Toil and Grace

— Kelly Sikkema / Unsplash
Editor’s note: This poem is part of the Work and Hope series.

Grandma said a lazy Mennonite
doesn’t understand his Bible.
Praying can be done while working.

Remnants remain
and my generation still believes,
even while growing richer
and moving to cities,
even though no one dies for the faith
like Dirk Willems or Anneken Hendricks.
We like to think we inherited
those stiff stubborn beliefs,
banished from Zurich and Landau,
fleeing to Philadelphia,
finding farms in Waterloo.

Surely Jesus was joking,
his parable of the vineyard workers,
that the less than industrious
will get into heaven. 
He began life as a carpenter,
worked miracles on Sundays,
walked miles, taught multitudes,
looked after his mom while being crucified.

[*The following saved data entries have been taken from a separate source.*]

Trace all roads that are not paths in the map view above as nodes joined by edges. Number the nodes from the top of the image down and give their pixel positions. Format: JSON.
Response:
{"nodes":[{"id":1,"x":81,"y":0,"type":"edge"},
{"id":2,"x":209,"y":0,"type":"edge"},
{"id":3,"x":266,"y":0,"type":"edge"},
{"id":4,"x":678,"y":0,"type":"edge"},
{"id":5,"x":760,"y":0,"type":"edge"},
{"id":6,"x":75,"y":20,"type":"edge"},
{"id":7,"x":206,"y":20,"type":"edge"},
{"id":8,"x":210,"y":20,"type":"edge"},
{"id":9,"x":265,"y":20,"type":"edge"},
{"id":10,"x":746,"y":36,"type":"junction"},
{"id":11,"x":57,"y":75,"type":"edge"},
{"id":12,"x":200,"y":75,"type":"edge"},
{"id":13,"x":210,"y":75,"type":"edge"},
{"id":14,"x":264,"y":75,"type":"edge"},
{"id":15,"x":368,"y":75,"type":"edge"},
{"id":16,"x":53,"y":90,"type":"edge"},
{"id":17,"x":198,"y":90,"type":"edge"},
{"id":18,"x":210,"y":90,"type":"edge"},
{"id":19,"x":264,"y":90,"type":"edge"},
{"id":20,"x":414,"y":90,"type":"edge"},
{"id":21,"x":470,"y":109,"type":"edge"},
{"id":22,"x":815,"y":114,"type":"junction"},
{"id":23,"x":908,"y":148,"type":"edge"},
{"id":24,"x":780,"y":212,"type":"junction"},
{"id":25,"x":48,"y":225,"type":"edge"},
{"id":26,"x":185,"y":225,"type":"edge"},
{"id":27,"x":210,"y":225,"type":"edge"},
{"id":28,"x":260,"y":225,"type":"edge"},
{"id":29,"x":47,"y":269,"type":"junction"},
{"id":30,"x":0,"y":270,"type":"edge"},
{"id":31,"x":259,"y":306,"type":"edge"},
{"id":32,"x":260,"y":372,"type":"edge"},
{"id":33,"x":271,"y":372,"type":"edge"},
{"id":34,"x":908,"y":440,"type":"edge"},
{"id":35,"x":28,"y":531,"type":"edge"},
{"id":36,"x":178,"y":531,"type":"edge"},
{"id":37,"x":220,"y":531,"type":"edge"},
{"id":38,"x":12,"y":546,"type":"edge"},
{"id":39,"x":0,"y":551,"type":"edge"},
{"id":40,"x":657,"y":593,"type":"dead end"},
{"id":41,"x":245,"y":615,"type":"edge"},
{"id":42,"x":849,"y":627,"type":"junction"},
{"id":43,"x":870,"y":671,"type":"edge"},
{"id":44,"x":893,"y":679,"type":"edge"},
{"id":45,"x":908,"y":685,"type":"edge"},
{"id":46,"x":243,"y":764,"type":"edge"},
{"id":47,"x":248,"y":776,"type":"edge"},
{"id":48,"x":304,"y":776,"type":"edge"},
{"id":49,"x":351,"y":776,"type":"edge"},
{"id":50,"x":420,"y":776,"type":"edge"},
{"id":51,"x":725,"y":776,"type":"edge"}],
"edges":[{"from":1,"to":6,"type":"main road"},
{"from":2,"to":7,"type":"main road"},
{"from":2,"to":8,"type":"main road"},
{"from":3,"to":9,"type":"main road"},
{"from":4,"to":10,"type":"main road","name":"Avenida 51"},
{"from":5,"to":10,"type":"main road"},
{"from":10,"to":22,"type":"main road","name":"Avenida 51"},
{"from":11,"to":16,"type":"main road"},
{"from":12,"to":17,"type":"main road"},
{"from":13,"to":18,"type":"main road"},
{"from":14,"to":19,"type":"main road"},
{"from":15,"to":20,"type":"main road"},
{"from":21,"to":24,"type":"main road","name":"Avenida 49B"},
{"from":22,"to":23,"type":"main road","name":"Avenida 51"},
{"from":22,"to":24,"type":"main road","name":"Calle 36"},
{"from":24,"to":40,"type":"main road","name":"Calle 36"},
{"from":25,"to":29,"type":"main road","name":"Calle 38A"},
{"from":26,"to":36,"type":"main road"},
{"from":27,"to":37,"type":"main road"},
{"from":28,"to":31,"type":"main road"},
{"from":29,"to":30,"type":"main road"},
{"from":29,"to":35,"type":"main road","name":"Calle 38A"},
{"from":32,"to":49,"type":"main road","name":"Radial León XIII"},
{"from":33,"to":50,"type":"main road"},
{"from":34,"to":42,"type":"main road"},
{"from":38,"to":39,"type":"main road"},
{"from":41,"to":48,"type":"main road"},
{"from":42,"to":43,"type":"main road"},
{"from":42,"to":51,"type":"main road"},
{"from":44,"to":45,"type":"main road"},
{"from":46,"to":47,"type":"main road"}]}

I lay block for old Charlie’s foundation,
take Mrs. Gingrich Sunday dinners
mixing mortar, kneading bread.
How else would I know if the baptism took?

We love with our hands,
rebuilding after hurricanes,
piecing quilts for refugees.
We work till we are too tired to sin
(but we sin anyway.)

Sunday mornings we gather to sing
loud, unaccompanied
our hands quiet and still for this hour,
our voices so sure of grace.

This poem is from the poetry collection What’s in the Blood by Cheryl Denise, published Telford, PA:
2012, DreamSeeker Books imprint of Cascadia Publishing House LLC. Used with permission.